Basiuk also instigated the creation of a roommate survey for field schools, which was championed by geoscience technician Wing Chan. With the survey, students can clearly indicate who they want to room with and/or their preference for gender. On top of this, Basiuk pushed for continued delivery of consent training for all field schools, which was originally established by Sarah Reid, MSc‘23. 

Basiuk knows there has traditionally been a lot of “gate-keeping” in field work, and women, queer people and gender diverse people have been massively under-represented. Even small changes, she believes, will have a big impact in a field so traditionally dominated by men. 

Much of Basiuk’s work in graduate studies is connected to climate change. Her biggest hopes are that more diverse perspectives are heard in this field so solutions can be found for this urgent global issue.

“Whatever background they might have, I want everyone to feel more comfortable doing field work, but it’s also so important their perspectives are represented to influence climate science and climate policy.”

A free computer and a wealth of skills

A headshot of a woman witih long dark hair

Farah Rahmani

Nasser Khan

In high school, Farah Rahmani was not your average student. She saw a need in her community — for newcomers in Canada to gain digital literacy skills — and decided to do something about it.

“I was volunteering at the Calgary Public Library and I found that there was a very obvious digital literacy gap between certain people of varying socio-economic status,” says Rahmani. “I also saw that even my own family members who had been in Canada for decades still struggled with what we would consider basic digital literacy skills, just checking an email or converting a Word document into a PDF.” 
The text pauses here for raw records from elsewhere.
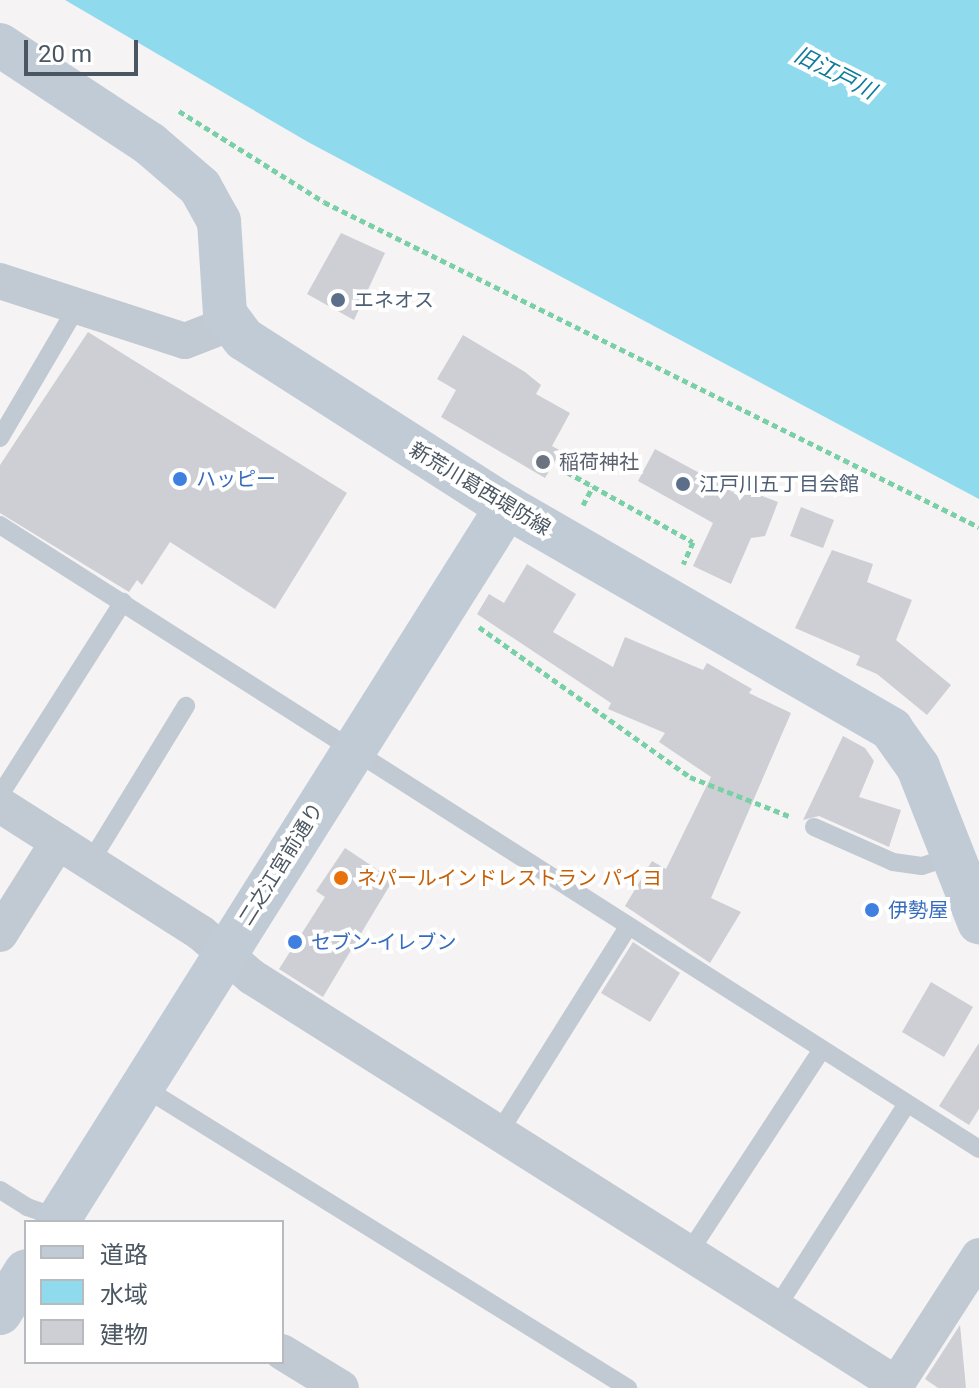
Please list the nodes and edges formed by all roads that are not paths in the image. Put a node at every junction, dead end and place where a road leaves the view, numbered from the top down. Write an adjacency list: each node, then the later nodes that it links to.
1 (0, 45): 4 (main road)
2 (0, 281): 3 (street)
3 (77, 307): 4 (street); 5 (lane)
4 (229, 324): 6 (main road, 新荒川葛西堤防線)
5 (0, 438)
6 (507, 507): 10 (main road, 二之江宮前通り); 15 (main road, 新荒川葛西堤防線)
7 (0, 525): 8 (lane)
8 (123, 602): 10 (lane); 11 (lane)
9 (186, 706): 16 (lane)
10 (351, 752): 18 (lane); 20 (main road, 二之江宮前通り)
11 (0, 795)
12 (0, 805): 14 (street)
13 (819, 828): 15 (lane)
14 (58, 842): 16 (street); 19 (street)
15 (950, 857): 17 (main road, 新荒川葛西堤防線)
16 (91, 861): 20 (street)
17 (979, 922)
18 (628, 927): 21 (lane); 24 (lane)
19 (0, 934)
20 (226, 952): 22 (main road, 二之江宮前通り); 24 (street)
21 (822, 1049): 23 (lane); 29 (lane)
22 (143, 1087): 28 (main road, 二之江宮前通り); 37 (lane)
23 (907, 1104): 25 (lane); 32 (lane)
24 (500, 1131): 29 (street)
25 (979, 1149)
26 (0, 1190): 27 (lane)
27 (59, 1220)
28 (62, 1220)
29 (690, 1251): 32 (street)
30 (979, 1256): 35 (street)
31 (24, 1274): 33 (main road)
32 (777, 1307): 35 (street)
33 (0, 1313)
34 (284, 1353): 36 (street)
35 (902, 1384)
36 (341, 1388)
37 (628, 1388)

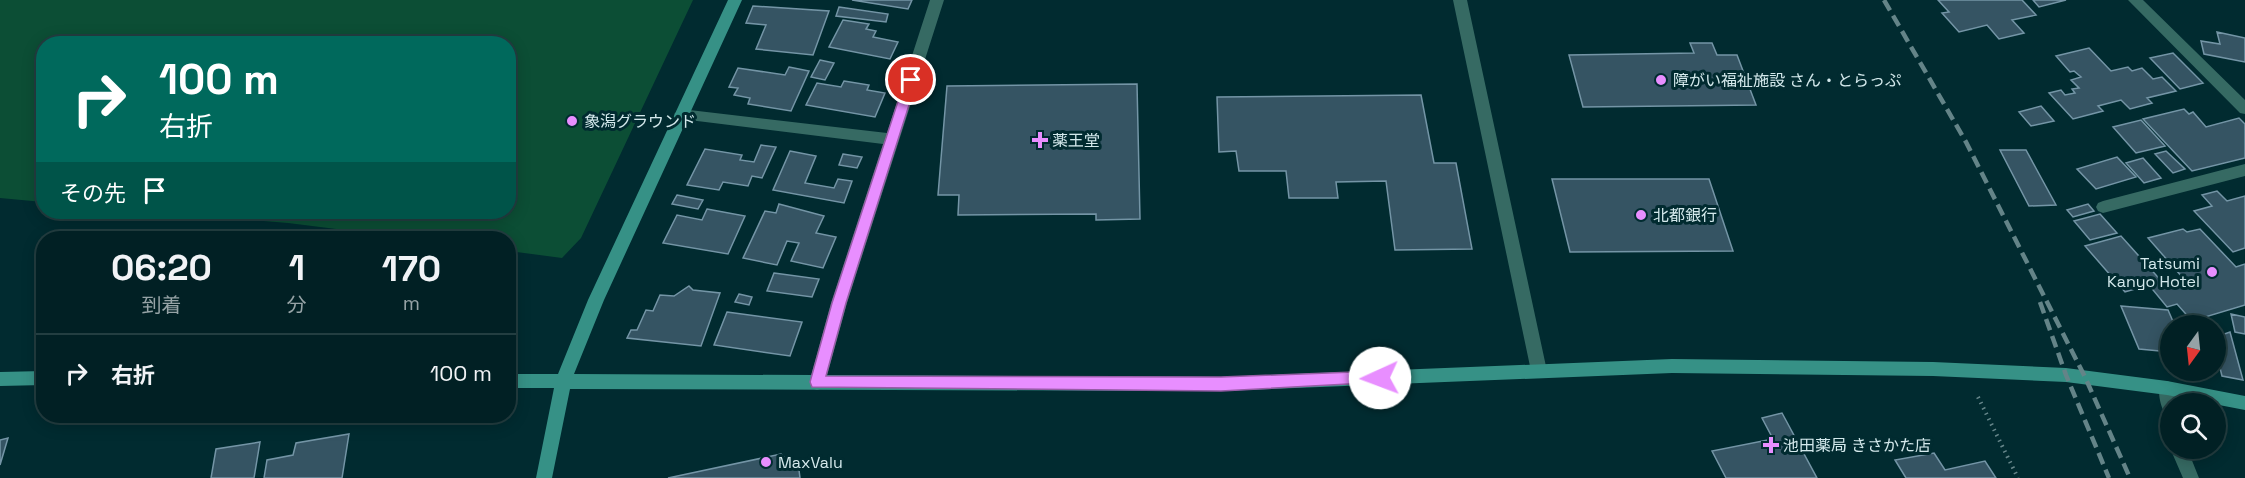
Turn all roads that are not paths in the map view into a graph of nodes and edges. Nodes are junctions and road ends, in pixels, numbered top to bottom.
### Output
1 (735, 0) edge
2 (937, 0) edge
3 (1460, 0) edge
4 (2135, 0) edge
5 (2245, 109) edge
6 (681, 114) junction
7 (892, 140) junction
8 (2245, 170) edge
9 (2103, 207) dead end
10 (1539, 371) junction
11 (36, 378) edge
12 (0, 379) edge
13 (516, 381) edge
14 (563, 382) junction
15 (817, 382) junction
16 (2167, 388) junction
17 (2168, 393) edge
18 (2245, 403) edge
19 (2183, 459) edge
20 (544, 478) edge
21 (2191, 478) edge

1 - 6 street
2 - 7 street
3 - 10 street
4 - 5 street
6 - 7 street
6 - 14 street
7 - 15 street
8 - 9 street
10 - 15 street
10 - 16 street
11 - 12 street
13 - 14 street
14 - 15 street
14 - 20 street
16 - 17 street
16 - 18 street
19 - 21 street

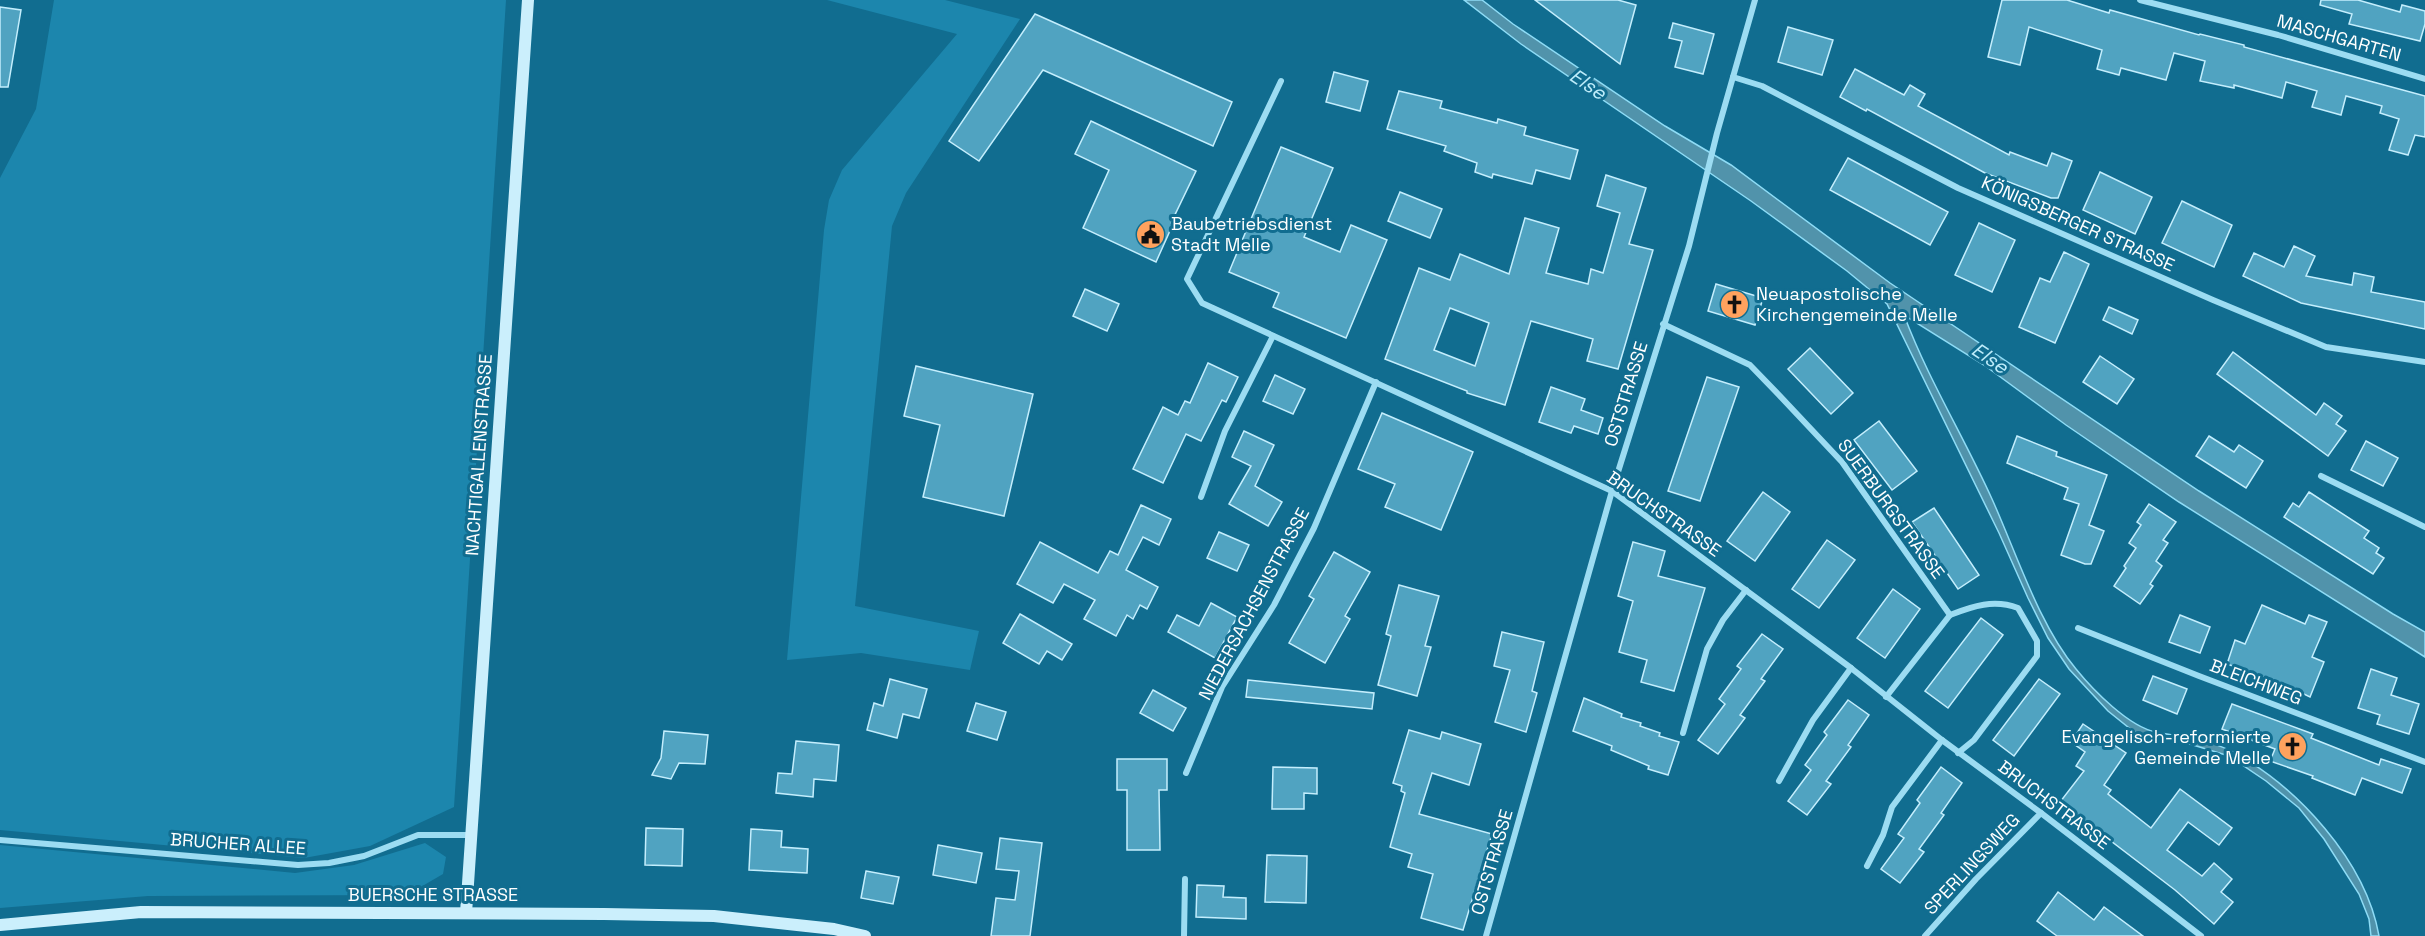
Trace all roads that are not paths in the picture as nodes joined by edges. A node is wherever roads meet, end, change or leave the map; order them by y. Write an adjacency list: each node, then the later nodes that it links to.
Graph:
1 (528, 0): 27 (main road, NACHTIGALLENSTRASSE)
2 (1755, 0): 4 (street, OSTSTRASSE)
3 (2140, 0): 5 (street, MASCHGARTEN)
4 (1733, 77): 7 (street, OSTSTRASSE); 9 (street, KÖNIGSBERGER STRASSE)
5 (2425, 79)
6 (1281, 81): 8 (street, BRUCHSTRASSE)
7 (1663, 324): 12 (street, OSTSTRASSE); 16 (street, SUERBURGSTRASSE)
8 (1273, 336): 10 (street, BRUCHSTRASSE); 13 (street)
9 (2425, 362)
10 (1376, 382): 12 (street, BRUCHSTRASSE); 24 (street, NIEDERSACHSENSTRASSE)
11 (2321, 476): 14 (street)
12 (1612, 491): 15 (street, BRUCHSTRASSE); 35 (street, OSTSTRASSE)
13 (1201, 497)
14 (2425, 527)
15 (1746, 590): 18 (street, BRUCHSTRASSE); 20 (street)
16 (1950, 615): 19 (street); 22 (street)
17 (2078, 628): 23 (street, BLEICHWEG)
18 (1851, 668): 19 (street, BRUCHSTRASSE); 25 (street)
19 (1886, 697): 21 (street, BRUCHSTRASSE)
20 (1683, 733)
21 (1942, 740): 22 (street, BRUCHSTRASSE); 29 (street)
22 (1958, 753): 26 (street, BRUCHSTRASSE)
23 (2425, 762)
24 (1186, 773)
25 (1779, 781)
26 (2041, 813): 36 (street, SPERLINGSWEG); 37 (street, BRUCHSTRASSE)
27 (470, 835): 28 (street, BRUCHER ALLEE); 31 (main road, NACHTIGALLENSTRASSE)
28 (0, 840)
29 (1866, 866)
30 (1185, 879): 34 (street)
31 (466, 913): 32 (main road, BUERSCHE STRASSE); 33 (main road, BUERSCHE STRASSE)
32 (0, 925)
33 (865, 936)
34 (1184, 936)
35 (1486, 936)
36 (1925, 936)
37 (2201, 936)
And so, the then-high-school student co-founded the Canadian Zalmi Society. Now, six years later, the organization is run by more than 60 volunteers and offers computer literacy programs, mental and physical well-being classes, and free food hampers to newcomers to Canada.

The Community Computer Literacy Program has helped 700 newcomers and low-income individuals gain computer skills. Best of all, every participant gets a free refurbished computer that would have otherwise gone to waste.

“The computer is a tool,” says Rahmani.  “After the program, participants can look for work, refine their skills and there are so many free resources online. And a lot of them need it for their kids; that’s what people tend to forget. Kids have to do homework online and some families don’t have access to devices at home.”

Rahmani says the best feedback she receives from participants is when people find jobs because of their new skills — a true testament to the power of believing in your idea and running with it.

Now in her fourth year of her undergraduate degree, Rahmani is still deeply involved with the Canadian Zalmi Society and serves as vice-president. 

“This organization has really helped me mature as a person and figure out what I wanted to do in my academic life and career goals. To this day, the people that I help and the people that I meet help me grow and become a better person.”

As for winning the Top 30 Under 30 award, Rahmani says it feels “surreal”.

“When you work in the non-profit environment, you never expect to get recognition because you do all this work and very rarely do you get recognized for it,” she says. “I’m honestly just grateful for the platform. With the number of immigrants that are coming into Alberta right now, we need people to look at this issue and see how we can come together and solve it.”